Action item:
Select every line below containing the word "Llanquihue".
____
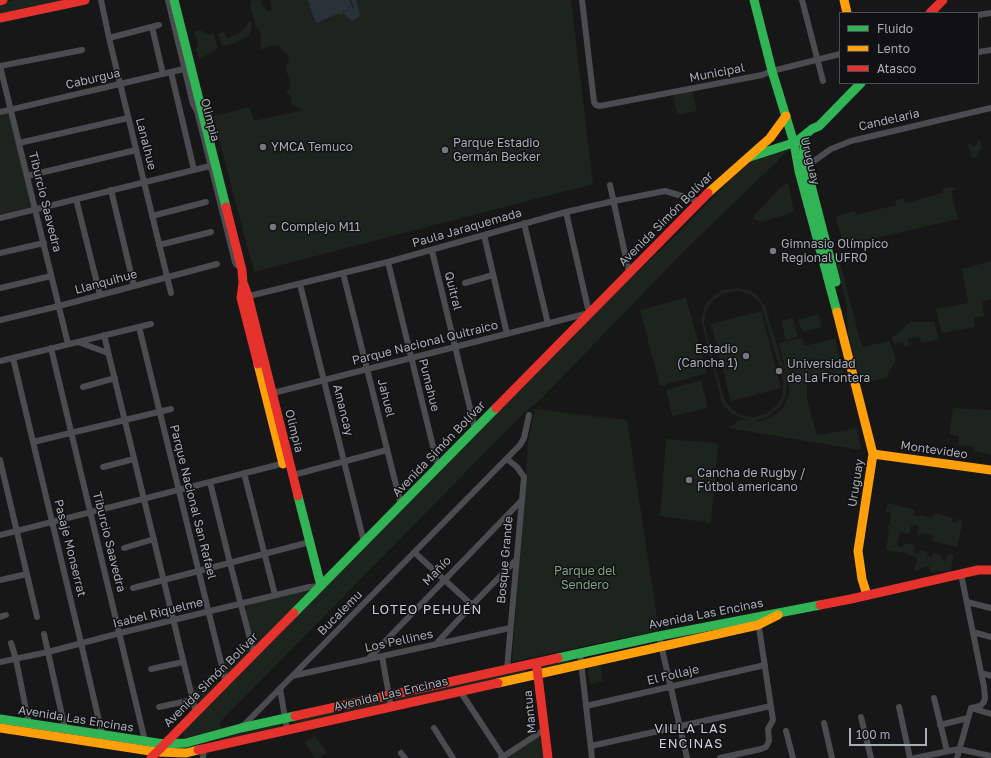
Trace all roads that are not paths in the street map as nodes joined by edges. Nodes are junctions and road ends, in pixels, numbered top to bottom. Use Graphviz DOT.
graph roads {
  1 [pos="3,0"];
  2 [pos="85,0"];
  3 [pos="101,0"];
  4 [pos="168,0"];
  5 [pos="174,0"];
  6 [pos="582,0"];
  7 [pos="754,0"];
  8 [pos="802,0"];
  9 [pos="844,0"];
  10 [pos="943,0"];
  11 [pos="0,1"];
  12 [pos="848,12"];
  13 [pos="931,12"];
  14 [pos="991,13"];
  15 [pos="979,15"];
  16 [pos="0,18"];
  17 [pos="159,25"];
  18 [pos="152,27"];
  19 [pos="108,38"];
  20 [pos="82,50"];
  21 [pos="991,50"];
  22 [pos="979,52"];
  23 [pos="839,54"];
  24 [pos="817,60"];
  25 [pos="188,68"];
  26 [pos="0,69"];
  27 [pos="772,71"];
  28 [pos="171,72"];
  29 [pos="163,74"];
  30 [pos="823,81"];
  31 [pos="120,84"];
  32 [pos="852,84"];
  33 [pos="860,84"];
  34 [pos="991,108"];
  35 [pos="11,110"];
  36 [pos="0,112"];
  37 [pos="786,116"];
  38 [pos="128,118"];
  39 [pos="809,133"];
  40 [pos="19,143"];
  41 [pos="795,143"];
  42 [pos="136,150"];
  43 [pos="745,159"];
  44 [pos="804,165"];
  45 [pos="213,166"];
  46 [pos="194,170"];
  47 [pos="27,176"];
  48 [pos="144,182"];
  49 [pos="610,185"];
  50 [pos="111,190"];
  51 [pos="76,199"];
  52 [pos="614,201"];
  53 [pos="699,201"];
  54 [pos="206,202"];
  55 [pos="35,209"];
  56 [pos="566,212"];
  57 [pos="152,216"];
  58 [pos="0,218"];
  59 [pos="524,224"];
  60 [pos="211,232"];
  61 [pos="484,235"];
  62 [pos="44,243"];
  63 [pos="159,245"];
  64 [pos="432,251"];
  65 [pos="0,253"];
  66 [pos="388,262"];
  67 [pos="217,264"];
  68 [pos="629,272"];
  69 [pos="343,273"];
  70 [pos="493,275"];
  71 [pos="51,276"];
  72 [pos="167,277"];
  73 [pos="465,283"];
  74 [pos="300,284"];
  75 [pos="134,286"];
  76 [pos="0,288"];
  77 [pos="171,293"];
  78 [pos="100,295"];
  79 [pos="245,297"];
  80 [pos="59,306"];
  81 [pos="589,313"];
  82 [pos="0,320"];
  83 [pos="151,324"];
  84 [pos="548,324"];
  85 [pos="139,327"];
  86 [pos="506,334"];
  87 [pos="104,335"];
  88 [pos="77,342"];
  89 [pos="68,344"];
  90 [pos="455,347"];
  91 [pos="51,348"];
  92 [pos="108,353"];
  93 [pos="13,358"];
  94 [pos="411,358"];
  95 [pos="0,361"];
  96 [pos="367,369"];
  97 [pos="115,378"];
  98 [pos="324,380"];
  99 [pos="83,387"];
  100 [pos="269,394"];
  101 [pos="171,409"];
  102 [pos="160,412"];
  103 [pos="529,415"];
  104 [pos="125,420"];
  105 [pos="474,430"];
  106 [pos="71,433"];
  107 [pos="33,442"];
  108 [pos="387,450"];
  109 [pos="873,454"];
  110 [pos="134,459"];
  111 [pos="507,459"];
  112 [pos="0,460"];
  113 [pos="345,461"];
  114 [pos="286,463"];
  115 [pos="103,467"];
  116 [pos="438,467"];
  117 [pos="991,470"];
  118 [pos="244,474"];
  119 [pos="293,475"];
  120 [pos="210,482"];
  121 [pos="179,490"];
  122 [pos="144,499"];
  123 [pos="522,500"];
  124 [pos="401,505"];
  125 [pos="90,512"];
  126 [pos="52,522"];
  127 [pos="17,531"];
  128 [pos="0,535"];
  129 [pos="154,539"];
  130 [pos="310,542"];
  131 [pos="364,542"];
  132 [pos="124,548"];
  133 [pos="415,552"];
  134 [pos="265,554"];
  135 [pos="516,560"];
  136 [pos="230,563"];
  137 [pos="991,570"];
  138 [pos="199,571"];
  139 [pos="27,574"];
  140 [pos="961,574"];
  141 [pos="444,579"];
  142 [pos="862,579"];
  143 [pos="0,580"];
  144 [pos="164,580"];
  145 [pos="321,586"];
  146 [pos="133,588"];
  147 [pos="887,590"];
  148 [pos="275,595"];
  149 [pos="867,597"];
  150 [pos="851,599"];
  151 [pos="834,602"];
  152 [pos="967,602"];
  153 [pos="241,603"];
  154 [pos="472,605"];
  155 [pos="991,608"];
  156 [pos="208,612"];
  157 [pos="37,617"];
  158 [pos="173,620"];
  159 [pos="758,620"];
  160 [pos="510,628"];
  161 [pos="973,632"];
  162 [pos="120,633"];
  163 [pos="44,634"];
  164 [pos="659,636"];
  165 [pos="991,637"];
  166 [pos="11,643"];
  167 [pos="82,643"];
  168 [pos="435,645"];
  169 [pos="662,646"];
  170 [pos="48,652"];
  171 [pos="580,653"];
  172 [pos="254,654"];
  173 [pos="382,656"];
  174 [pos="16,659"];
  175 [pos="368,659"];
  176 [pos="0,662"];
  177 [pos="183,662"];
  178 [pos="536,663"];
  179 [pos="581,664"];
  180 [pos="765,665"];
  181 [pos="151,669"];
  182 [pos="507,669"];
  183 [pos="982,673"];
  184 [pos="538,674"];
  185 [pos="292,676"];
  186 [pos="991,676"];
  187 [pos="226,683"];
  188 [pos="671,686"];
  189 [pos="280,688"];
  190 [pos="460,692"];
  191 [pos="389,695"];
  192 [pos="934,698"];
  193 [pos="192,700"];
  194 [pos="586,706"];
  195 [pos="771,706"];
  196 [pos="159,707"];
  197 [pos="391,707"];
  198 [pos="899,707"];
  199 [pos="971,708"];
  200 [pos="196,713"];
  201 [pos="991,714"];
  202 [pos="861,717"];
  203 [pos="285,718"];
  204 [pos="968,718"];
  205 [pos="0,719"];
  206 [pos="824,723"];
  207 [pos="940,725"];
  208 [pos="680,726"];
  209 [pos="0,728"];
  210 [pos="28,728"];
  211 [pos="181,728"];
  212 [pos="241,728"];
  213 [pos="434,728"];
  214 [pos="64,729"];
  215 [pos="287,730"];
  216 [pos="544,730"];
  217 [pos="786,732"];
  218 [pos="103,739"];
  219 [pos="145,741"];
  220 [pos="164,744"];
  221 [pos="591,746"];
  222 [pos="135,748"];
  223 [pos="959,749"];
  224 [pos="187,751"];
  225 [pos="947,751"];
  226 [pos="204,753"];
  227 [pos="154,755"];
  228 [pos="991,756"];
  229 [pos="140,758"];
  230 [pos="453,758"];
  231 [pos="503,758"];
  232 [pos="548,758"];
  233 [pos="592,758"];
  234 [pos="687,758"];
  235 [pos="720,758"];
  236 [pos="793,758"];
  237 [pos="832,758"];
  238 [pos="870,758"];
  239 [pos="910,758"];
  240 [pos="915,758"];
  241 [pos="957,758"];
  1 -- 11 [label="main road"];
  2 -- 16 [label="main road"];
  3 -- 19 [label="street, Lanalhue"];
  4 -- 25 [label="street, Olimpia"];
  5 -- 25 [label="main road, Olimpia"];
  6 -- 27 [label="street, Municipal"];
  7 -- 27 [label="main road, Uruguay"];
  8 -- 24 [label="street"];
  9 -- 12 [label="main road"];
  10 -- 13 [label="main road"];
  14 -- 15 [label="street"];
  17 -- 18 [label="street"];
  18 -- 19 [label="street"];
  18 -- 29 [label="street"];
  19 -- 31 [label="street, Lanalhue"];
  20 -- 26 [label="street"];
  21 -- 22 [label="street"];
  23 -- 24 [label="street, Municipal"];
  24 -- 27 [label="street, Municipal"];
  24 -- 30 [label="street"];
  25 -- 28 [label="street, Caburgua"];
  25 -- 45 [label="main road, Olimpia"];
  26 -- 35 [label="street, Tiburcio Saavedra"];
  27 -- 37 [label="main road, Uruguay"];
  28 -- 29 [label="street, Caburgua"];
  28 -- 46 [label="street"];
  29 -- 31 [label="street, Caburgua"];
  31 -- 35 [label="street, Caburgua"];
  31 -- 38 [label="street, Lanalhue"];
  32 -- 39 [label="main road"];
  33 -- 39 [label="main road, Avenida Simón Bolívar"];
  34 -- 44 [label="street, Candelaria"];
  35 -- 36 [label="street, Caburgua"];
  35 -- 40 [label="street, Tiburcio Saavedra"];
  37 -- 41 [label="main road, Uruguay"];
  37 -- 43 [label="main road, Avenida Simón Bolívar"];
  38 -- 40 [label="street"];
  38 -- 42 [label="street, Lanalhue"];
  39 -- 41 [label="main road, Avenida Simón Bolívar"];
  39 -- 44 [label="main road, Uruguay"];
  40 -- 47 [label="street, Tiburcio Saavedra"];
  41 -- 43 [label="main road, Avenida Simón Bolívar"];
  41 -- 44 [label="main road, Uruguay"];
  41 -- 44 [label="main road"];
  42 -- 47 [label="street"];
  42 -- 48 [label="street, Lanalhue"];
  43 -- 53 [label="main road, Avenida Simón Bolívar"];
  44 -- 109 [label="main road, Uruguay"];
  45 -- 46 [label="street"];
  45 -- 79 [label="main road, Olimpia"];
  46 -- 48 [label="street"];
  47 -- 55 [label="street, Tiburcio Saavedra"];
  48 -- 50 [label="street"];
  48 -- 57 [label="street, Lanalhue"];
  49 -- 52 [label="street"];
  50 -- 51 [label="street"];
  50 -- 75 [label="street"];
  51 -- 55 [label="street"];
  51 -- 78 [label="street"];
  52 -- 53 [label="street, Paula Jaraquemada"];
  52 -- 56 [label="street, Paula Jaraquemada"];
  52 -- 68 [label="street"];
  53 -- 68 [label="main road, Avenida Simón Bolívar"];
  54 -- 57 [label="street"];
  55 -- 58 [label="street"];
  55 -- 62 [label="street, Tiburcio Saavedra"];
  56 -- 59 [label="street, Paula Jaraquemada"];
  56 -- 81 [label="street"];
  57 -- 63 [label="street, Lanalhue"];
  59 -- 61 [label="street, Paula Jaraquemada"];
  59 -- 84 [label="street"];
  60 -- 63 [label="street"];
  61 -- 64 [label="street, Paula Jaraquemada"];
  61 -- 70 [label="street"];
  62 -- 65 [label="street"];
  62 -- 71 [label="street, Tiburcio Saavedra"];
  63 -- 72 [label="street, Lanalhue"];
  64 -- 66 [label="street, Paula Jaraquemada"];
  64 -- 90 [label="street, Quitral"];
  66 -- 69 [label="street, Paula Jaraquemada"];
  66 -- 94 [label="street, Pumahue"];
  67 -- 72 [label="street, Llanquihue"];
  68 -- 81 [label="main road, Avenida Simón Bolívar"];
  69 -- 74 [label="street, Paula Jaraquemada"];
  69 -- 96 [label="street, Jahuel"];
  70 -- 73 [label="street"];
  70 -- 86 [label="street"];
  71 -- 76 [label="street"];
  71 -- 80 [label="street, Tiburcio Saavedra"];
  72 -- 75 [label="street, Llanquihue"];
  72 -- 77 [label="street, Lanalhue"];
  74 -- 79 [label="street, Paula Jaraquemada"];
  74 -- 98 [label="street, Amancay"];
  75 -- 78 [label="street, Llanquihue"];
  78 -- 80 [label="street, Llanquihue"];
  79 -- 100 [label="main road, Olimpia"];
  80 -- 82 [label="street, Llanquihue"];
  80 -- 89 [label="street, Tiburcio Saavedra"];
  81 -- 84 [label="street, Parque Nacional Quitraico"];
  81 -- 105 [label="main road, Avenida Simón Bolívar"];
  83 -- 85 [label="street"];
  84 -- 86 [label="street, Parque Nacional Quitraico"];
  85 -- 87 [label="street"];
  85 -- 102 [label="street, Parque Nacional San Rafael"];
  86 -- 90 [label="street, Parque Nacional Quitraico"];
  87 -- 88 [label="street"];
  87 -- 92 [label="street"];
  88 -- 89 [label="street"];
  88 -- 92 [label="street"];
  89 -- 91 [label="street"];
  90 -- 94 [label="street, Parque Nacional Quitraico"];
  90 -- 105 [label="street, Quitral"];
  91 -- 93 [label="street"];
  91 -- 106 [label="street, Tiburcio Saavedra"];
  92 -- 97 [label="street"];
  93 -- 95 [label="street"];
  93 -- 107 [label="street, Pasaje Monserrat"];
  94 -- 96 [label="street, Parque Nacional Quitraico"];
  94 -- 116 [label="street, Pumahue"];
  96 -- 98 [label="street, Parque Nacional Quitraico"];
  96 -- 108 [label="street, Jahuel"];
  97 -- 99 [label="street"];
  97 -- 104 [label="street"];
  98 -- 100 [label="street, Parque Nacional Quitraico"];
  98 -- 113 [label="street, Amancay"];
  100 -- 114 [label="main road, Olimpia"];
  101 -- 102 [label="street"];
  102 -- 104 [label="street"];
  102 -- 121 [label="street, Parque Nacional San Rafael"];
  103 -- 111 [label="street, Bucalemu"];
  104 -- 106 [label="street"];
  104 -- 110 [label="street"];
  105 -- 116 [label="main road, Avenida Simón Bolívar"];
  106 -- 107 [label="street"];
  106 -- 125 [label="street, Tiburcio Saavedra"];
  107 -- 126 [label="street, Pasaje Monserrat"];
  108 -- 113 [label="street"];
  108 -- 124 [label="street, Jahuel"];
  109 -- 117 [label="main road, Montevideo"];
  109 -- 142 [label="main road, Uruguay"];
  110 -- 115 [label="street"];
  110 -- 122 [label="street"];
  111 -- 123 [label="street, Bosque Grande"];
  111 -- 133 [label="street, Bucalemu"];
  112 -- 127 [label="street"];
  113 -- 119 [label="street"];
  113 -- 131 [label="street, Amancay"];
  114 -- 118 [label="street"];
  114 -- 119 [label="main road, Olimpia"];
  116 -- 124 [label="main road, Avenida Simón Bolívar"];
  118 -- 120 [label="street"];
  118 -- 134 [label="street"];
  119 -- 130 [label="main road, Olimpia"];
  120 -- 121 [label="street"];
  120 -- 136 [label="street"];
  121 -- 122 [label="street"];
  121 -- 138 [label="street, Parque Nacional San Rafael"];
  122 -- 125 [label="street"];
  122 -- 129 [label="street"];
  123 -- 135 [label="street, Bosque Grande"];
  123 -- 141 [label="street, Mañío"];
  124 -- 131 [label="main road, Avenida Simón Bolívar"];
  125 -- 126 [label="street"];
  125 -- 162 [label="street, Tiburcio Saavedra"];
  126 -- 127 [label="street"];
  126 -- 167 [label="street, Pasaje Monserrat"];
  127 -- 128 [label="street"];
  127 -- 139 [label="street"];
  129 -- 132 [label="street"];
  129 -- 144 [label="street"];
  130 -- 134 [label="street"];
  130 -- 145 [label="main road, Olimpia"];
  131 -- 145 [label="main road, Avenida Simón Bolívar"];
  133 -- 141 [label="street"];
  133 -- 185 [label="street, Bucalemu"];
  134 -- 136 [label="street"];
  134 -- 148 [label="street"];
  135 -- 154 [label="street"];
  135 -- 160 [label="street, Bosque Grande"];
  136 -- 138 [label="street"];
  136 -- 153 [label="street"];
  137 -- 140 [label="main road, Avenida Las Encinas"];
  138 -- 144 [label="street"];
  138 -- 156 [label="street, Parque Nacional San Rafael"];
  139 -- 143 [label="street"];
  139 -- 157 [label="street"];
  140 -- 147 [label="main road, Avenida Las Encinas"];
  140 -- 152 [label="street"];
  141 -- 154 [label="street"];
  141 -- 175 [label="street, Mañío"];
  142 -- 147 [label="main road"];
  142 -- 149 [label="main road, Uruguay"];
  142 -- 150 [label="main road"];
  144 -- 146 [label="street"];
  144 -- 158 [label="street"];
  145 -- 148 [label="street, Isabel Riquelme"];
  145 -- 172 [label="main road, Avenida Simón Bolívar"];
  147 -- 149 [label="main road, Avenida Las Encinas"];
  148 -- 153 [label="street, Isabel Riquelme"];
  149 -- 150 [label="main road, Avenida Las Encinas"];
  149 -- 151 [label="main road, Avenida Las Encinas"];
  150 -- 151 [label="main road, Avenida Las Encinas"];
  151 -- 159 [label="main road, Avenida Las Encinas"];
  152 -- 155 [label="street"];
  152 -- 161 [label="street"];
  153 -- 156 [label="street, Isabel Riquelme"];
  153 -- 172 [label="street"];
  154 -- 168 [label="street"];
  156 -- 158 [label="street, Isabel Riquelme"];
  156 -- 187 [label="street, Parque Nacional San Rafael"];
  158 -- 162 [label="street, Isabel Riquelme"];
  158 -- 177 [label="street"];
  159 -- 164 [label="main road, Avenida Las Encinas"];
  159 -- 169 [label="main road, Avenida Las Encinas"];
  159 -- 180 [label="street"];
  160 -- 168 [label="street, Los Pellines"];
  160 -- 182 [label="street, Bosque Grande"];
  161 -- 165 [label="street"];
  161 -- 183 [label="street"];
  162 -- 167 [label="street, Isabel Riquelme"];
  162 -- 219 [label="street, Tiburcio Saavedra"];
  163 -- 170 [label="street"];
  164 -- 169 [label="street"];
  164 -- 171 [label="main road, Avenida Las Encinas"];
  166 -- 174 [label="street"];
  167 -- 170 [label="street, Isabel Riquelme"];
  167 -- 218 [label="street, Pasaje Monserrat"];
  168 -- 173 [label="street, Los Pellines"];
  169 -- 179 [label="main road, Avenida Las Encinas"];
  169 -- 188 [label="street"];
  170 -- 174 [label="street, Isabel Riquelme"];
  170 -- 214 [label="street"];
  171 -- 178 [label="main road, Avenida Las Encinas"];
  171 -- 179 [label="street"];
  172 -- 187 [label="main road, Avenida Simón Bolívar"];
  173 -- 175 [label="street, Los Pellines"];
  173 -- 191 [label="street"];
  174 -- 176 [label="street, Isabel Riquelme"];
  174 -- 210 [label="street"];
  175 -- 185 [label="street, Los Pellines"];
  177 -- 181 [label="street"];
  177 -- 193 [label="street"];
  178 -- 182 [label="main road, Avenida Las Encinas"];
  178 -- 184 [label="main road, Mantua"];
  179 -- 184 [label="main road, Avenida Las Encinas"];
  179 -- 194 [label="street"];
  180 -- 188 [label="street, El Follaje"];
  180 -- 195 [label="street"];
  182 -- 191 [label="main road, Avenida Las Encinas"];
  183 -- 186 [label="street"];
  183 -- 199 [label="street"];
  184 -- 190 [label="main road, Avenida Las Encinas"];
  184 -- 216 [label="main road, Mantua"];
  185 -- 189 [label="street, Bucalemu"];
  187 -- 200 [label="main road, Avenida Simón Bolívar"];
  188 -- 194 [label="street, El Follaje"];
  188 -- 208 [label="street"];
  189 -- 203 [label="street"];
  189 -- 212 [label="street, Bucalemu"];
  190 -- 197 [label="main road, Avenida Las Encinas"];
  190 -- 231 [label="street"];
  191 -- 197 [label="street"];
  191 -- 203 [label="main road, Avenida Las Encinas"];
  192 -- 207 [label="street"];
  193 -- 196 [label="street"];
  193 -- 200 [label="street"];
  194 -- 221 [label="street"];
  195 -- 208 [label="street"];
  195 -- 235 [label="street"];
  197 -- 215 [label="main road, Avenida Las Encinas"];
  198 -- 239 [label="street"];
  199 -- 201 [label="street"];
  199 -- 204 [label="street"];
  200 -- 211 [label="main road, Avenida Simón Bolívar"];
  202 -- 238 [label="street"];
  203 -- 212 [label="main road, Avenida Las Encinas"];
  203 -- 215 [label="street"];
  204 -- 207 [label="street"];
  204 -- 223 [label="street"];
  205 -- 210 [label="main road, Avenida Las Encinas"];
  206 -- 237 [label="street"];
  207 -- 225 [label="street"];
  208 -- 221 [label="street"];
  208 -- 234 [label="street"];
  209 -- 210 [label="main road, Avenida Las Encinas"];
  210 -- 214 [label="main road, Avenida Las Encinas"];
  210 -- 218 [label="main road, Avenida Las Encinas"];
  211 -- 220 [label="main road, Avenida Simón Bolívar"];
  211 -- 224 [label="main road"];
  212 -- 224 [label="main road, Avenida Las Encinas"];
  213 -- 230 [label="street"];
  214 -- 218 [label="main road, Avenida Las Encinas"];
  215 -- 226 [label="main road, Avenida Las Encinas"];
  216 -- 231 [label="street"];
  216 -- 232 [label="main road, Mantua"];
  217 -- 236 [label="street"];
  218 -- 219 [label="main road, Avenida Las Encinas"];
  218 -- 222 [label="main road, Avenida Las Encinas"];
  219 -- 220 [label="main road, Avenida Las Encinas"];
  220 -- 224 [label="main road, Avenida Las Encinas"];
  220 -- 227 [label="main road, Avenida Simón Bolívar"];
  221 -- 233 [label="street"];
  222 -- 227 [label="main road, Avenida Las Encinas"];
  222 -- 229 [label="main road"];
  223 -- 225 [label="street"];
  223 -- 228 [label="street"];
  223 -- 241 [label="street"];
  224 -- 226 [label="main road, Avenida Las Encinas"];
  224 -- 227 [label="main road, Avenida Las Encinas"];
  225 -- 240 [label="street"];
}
____
Worked solution:
  67 -- 72 [label="street, Llanquihue"];
  72 -- 75 [label="street, Llanquihue"];
  75 -- 78 [label="street, Llanquihue"];
  78 -- 80 [label="street, Llanquihue"];
  80 -- 82 [label="street, Llanquihue"];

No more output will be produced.